Primary LanguageShellMIT LicenseMIT

ASPEN

Atac Seq PipEliNe

DOI

Table of Contents

1. Outline

ASPEN or Atac Seq PipEliNe is CCBR's pipeline to calls peaks for ATAC-Seq datasets. It currently accepts paired-end Illumina data and calls peak using MACS2 and Genrich peak callers. Below is a brief outline of the steps performed by the pipeline:

  • Trim PE reads with CutAdapt
  • Remove reads aligning to known blacklisted regions, if provided
  • Align reads provided genome using bowtie2. This step generates multiple output files:
    • tagAlign.gz, which is a BED6 format file mainly required for MACS2 peak calling
    • dedup.bam, deduplicated BAM format file which may be required for downstream processing (eg. TOBIAS)
    • qsorted.bam, query sorted BAM file for Genrich peak calling
  • Pre-peakcalling QC metrics:
    • FastQC is run pre- and post-trimming
    • Fragment length distribution is calculated using custom scripts
    • Preseq is run to estimate library complexity
  • Post-peakcalling QC metrics:
    • TSS distributions are calculated for each replicate
    • FRiP (Fraction of Reads in Peaks) is calculated for each replicate
    • FRiPextra calculations are performed if fripextra config files are supplied
      • Fraction of reads in DHS regions
      • Fraction of reads in promoter regions
      • Fraction of reads in enhancer regions
  • Peak calling: Peaks (NarrowPeak format) are called using MACS2 and Genrich. If multiple replicates exist per sample, consensus peaks are called (BED format).
  • Peak annotation: ChIPseeker is used to annotate peaks if the genome is hg38/hg19/mm10
  • Motif enrichment: Motif Enrichment is calculated using HOMER and AME (MEME suite)
  • Report: MultiQC is used to generate a customized final HTML report

2. Runtime details

2.1 Load module on BIOWULF

To clone the repo run:

% module load ccbrpipeliner

This will add aspen to your PATH environmental variable.

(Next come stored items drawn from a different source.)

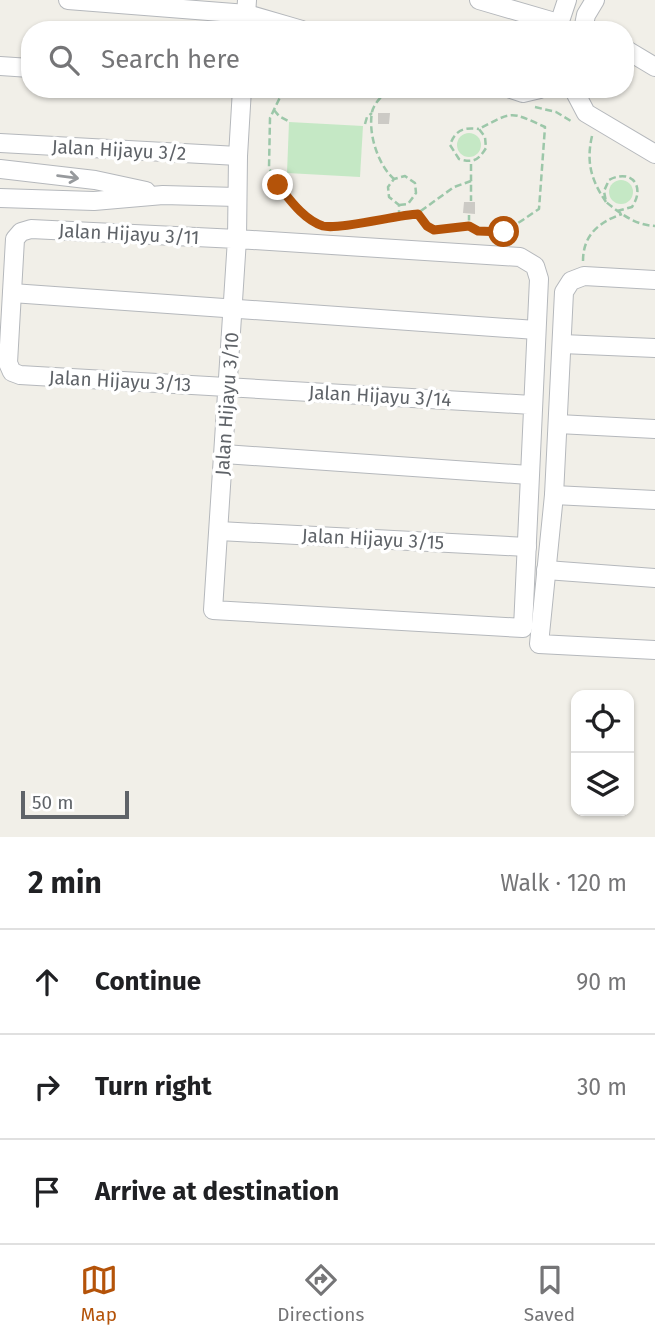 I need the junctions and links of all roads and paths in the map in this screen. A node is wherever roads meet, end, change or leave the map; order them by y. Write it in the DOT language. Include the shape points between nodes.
graph roads {
  1 [pos="68,0"];
  2 [pos="479,0"];
  3 [pos="567,0"];
  4 [pos="595,0"];
  5 [pos="247,15"];
  6 [pos="269,21"];
  7 [pos="542,21"];
  8 [pos="559,21"];
  9 [pos="586,21"];
  10 [pos="634,54"];
  11 [pos="0,66"];
  12 [pos="21,67"];
  13 [pos="655,67"];
  14 [pos="241,98"];
  15 [pos="280,98"];
  16 [pos="379,98"];
  17 [pos="578,98"];
  18 [pos="274,110"];
  19 [pos="372,113"];
  20 [pos="288,121"];
  21 [pos="365,124"];
  22 [pos="479,129"];
  23 [pos="593,134"];
  24 [pos="0,143"];
  25 [pos="655,154"];
  26 [pos="238,156"];
  27 [pos="471,163"];
  28 [pos="0,169"];
  29 [pos="394,179"];
  30 [pos="471,181"];
  31 [pos="163,195"];
  32 [pos="237,197"];
  33 [pos="0,198"];
  34 [pos="471,201"];
  35 [pos="606,202"];
  36 [pos="399,205"];
  37 [pos="617,211"];
  38 [pos="418,214"];
  39 [pos="622,214"];
  40 [pos="399,215"];
  41 [pos="469,215"];
  42 [pos="469,226"];
  43 [pos="655,226"];
  44 [pos="237,239"];
  45 [pos="583,264"];
  46 [pos="655,280"];
  47 [pos="12,293"];
  48 [pos="233,309"];
  49 [pos="536,330"];
  50 [pos="562,344"];
  51 [pos="655,348"];
  52 [pos="228,388"];
  53 [pos="532,405"];
  54 [pos="558,424"];
  55 [pos="655,429"];
  56 [pos="224,454"];
  57 [pos="529,475"];
  58 [pos="554,495"];
  59 [pos="655,500"];
  60 [pos="219,531"];
  61 [pos="527,547"];
  62 [pos="546,570"];
  63 [pos="655,578"];
  64 [pos="523,628"];
  65 [pos="655,650"];
  1 -- 5 [label="street"];
  2 -- 7 [label="street"];
  3 -- 8 [label="street"];
  4 -- 9 [label="street"];
  5 -- 6 [label="street"];
  10 -- 13 [label="street"];
  11 -- 12 [label="street"];
  14 -- 26 [label="street, Jalan Hijayu 3/10"];
  15 -- 18 [label="path"];
  16 -- 19 [label="path"];
  17 -- 25 [label="street" via="586,113"];
  18 -- 20 [label="path"];
  18 -- 40 [label="path" via="269,168 300,211 323,226 337,227"];
  19 -- 21 [label="path"];
  19 -- 29 [label="path" via="374,142"];
  22 -- 27 [label="path" via="486,148 480,159"];
  22 -- 27 [label="path" via="465,127 453,135 450,145 459,159"];
  22 -- 42 [label="path" via="508,114 545,127 539,209 504,232"];
  23 -- 35 [label="path" via="589,166"];
  24 -- 26 [label="street, Jalan Hijayu 3/2"];
  26 -- 32 [label="street, Jalan Hijayu 3/10"];
  27 -- 30 [label="path"];
  28 -- 31 [label="street, one-way" via="95,180"];
  29 -- 36 [label="path" via="388,187 389,197"];
  29 -- 36 [label="path" via="405,176 415,183 416,193 408,204"];
  30 -- 34 [label="path"];
  30 -- 38 [label="path" via="454,187"];
  31 -- 32 [label="street"];
  31 -- 33 [label="street" via="94,201"];
  32 -- 44 [label="street, Jalan Hijayu 3/10"];
  35 -- 37 [label="path"];
  35 -- 37 [label="path" via="608,180 618,175 630,177 637,185 638,197 632,207"];
  36 -- 40 [label="path"];
  37 -- 39 [label="path"];
  38 -- 40 [label="path"];
  38 -- 42 [label="path" via="434,230"];
  39 -- 43 [label="path"];
  39 -- 45 [label="path" via="596,227 587,239"];
  41 -- 42 [label="path"];
  44 -- 47 [label="street, Jalan Hijayu 3/11" via="31,229 15,239"];
  44 -- 48 [label="street, Jalan Hijayu 3/10"];
  44 -- 49 [label="street, Jalan Hijayu 3/11" via="520,257 535,266 539,279"];
  46 -- 50 [label="street" via="584,276 571,281 564,292"];
  47 -- 48 [label="street"];
  47 -- 52 [label="street, Jalan Hijayu 3/13" via="8,363 12,372"];
  48 -- 49 [label="street"];
  48 -- 52 [label="street, Jalan Hijayu 3/10"];
  49 -- 53 [label="street, Jalan Hijayu 3/11"];
  50 -- 51 [label="street"];
  50 -- 54 [label="street"];
  52 -- 53 [label="street, Jalan Hijayu 3/14"];
  52 -- 56 [label="street, Jalan Hijayu 3/10"];
  53 -- 57 [label="street, Jalan Hijayu 3/11"];
  54 -- 55 [label="street"];
  54 -- 58 [label="street"];
  56 -- 57 [label="street"];
  56 -- 60 [label="street, Jalan Hijayu 3/10"];
  57 -- 61 [label="street, Jalan Hijayu 3/11"];
  58 -- 59 [label="street"];
  58 -- 62 [label="street"];
  60 -- 61 [label="street, Jalan Hijayu 3/15"];
  60 -- 64 [label="street, Jalan Hijayu 3/10" via="214,610"];
  61 -- 64 [label="street, Jalan Hijayu 3/11"];
  62 -- 63 [label="street"];
  62 -- 65 [label="street" via="539,644"];
} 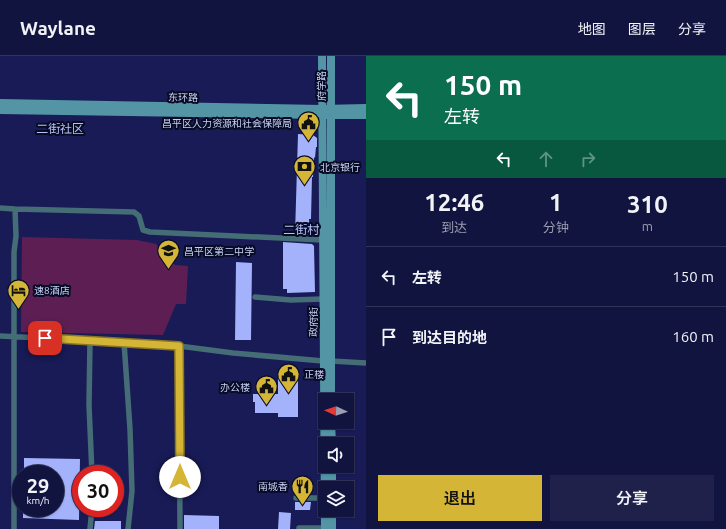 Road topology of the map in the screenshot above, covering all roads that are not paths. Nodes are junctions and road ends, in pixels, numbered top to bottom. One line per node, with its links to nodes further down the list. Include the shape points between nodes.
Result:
1 (322, 56): 6 (main road, 府学路)
2 (331, 56): 6 (main road, 府学路)
3 (0, 103): 6 (main road, 东环路)
4 (366, 108): 6 (main road, 东环路)
5 (0, 110): 6 (main road, 东环路)
6 (327, 112): 7 (main road, 东环路); 10 (main road, 政府街); 18 (main road, 政府街)
7 (366, 115)
8 (0, 208): 9 (street)
9 (15, 209): 10 (street, via 134,212 139,216 143,230 150,232); 14 (street)
10 (324, 240): 12 (main road, 政府街)
11 (255, 297): 12 (street)
12 (323, 299): 18 (main road, 政府街)
13 (0, 336): 14 (street)
14 (14, 336): 15 (street); 29 (street)
15 (90, 341): 16 (street); 21 (street)
16 (124, 342): 17 (street); 31 (street, via 132,484)
17 (179, 346): 18 (street); 32 (street)
18 (327, 361): 19 (street); 20 (main road, 政府街); 22 (main road, 政府街)
19 (366, 363)
20 (330, 393)
21 (92, 465)
22 (324, 481)
23 (296, 498): 24 (street)
24 (318, 498)
25 (91, 517): 30 (street)
26 (326, 517): 33 (main road, 政府街)
27 (330, 517): 33 (main road)
28 (299, 528): 33 (street)
29 (14, 529)
30 (90, 529)
31 (128, 529)
32 (180, 529)
33 (327, 529)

NOTE: If not running on BIOWULF, please ensure that the required tools like snakemake, python and singularity are in PATH.

2.2 Create Sample Manifest

Once the data is stored on biowulf, sample manifest TSV (samples.tsv) can be created to have the following columns:

  1. replicateName

  2. sampleName: Multiple replicates can have the same sampleName

  3. path_to_R1_fastq: absolute path is preferred

  4. path_to_R2_fastq: Required! Pipeline currently only supports paired-end data

Note that:

  • symlinks are created for R1 and R2 files from the sample manifest in the results folder. These symlinks have the filenames <replicateName>.R1.fastq.gz and <replicateName>.R2.fastq.gz, respectively. Thus, original filenames do not matter and original files do not need to be renamed.
  • replicateName is used as prefix for individual peak calls
  • sampleName is used as prefix for consensus peak calls

NOTE: Optionally, if running differential ATAC please also provide contrasts.tsv in the output folder after running init. This is a simple tab-delimited text file with 2 columns (Group1 and Group2) without any headers.

2.3 Run Pipeline

To get more information about how to run the pipeline simply cd to the above CCBR_ATACseq folder and run

% aspen --help
##########################################################################################

Welcome to
____ ____ ___  ____ _  _
|__| [__  |__] |___ |\ |
|  | ___] |    |___ | \|    v1.0.0

A_TAC_S_eq A_nalysis P_ip_E_li_N_e

##########################################################################################

This pipeline was built by CCBR (https://bioinformatics.ccr.cancer.gov/ccbr)
Please contact Vishal Koparde for comments/questions (vishal.koparde@nih.gov)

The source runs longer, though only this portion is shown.